False information travels significantly faster on Twitter because people retweet it. Though bots also present a problem, the researchers found they are not solely to blame.

"When we removed all the bots in our dataset, [the] differences between the spread of false and true news stood," researcher Soroush Vosoughi said in a statement.

False news evoked more reactions of surprise and disgust than truthful news, which tended to produce responses of sadness, anticipation and trust.

"False news is more novel and people are more likely to share novel information," Aral said.

That's because people can gain attention on social media by sharing new information, regardless of its accuracy, Aral said. That leads people to believe they are "in the know."

It was sparked by the 2013 Boston Marathon bombings, when Vosoughi realized much of what he was reading on social media amounted to rumors.

With access to Twitter's historical archives, the researchers tracked 126,000 cascades of news stories tweeted more than 4.5 million times by some 3 million people from 2006 to 2017.

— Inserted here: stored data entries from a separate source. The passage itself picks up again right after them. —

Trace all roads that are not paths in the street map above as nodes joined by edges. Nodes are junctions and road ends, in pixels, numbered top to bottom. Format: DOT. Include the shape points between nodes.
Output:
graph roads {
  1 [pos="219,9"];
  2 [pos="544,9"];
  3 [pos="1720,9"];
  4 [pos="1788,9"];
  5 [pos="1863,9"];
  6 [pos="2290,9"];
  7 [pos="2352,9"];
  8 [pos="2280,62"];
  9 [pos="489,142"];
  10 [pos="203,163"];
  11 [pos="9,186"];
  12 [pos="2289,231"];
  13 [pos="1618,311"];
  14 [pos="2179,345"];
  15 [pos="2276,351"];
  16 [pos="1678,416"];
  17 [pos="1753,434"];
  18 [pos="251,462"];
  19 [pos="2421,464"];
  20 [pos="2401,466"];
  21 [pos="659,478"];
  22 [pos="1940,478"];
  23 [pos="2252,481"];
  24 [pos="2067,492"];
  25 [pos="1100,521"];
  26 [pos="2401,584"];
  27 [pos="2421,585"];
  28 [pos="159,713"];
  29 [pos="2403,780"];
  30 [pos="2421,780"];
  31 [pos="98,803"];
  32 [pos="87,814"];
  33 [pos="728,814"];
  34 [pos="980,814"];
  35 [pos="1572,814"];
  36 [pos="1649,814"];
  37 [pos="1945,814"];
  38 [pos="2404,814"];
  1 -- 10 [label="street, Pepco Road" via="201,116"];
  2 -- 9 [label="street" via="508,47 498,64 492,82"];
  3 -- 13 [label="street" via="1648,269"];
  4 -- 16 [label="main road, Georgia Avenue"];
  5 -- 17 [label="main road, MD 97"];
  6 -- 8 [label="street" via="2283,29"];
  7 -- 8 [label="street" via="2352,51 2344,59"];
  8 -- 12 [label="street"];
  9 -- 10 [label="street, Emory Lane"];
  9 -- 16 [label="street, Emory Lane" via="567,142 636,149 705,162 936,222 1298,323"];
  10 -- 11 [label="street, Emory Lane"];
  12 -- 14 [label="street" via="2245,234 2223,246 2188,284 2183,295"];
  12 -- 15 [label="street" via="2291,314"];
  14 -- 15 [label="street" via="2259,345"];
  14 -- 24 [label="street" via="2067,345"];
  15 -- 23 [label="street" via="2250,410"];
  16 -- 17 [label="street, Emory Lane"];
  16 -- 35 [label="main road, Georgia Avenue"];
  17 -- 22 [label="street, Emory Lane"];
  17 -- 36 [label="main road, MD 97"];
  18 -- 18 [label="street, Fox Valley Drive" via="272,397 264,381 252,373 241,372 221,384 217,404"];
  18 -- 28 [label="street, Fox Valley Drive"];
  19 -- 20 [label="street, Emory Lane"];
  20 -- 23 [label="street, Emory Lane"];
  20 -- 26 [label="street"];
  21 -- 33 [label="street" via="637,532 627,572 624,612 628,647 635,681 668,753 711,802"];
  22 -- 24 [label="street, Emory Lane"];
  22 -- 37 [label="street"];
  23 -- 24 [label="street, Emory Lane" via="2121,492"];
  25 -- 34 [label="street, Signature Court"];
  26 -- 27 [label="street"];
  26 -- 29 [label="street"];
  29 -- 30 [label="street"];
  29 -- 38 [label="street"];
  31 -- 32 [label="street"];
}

The researchers, which included former Twitter chief media scientist Deb Roy, used six fact-checking organizations to determine whether stories were true or false. 

The judgments of the organizations – factcheck.org at the University of Pennsylvania, hoax-slayer.com, politifact.com, snopes.org, truthorfiction.com and urbanlegends.com – overlapped more than 95 percent of the time, according to the researchers.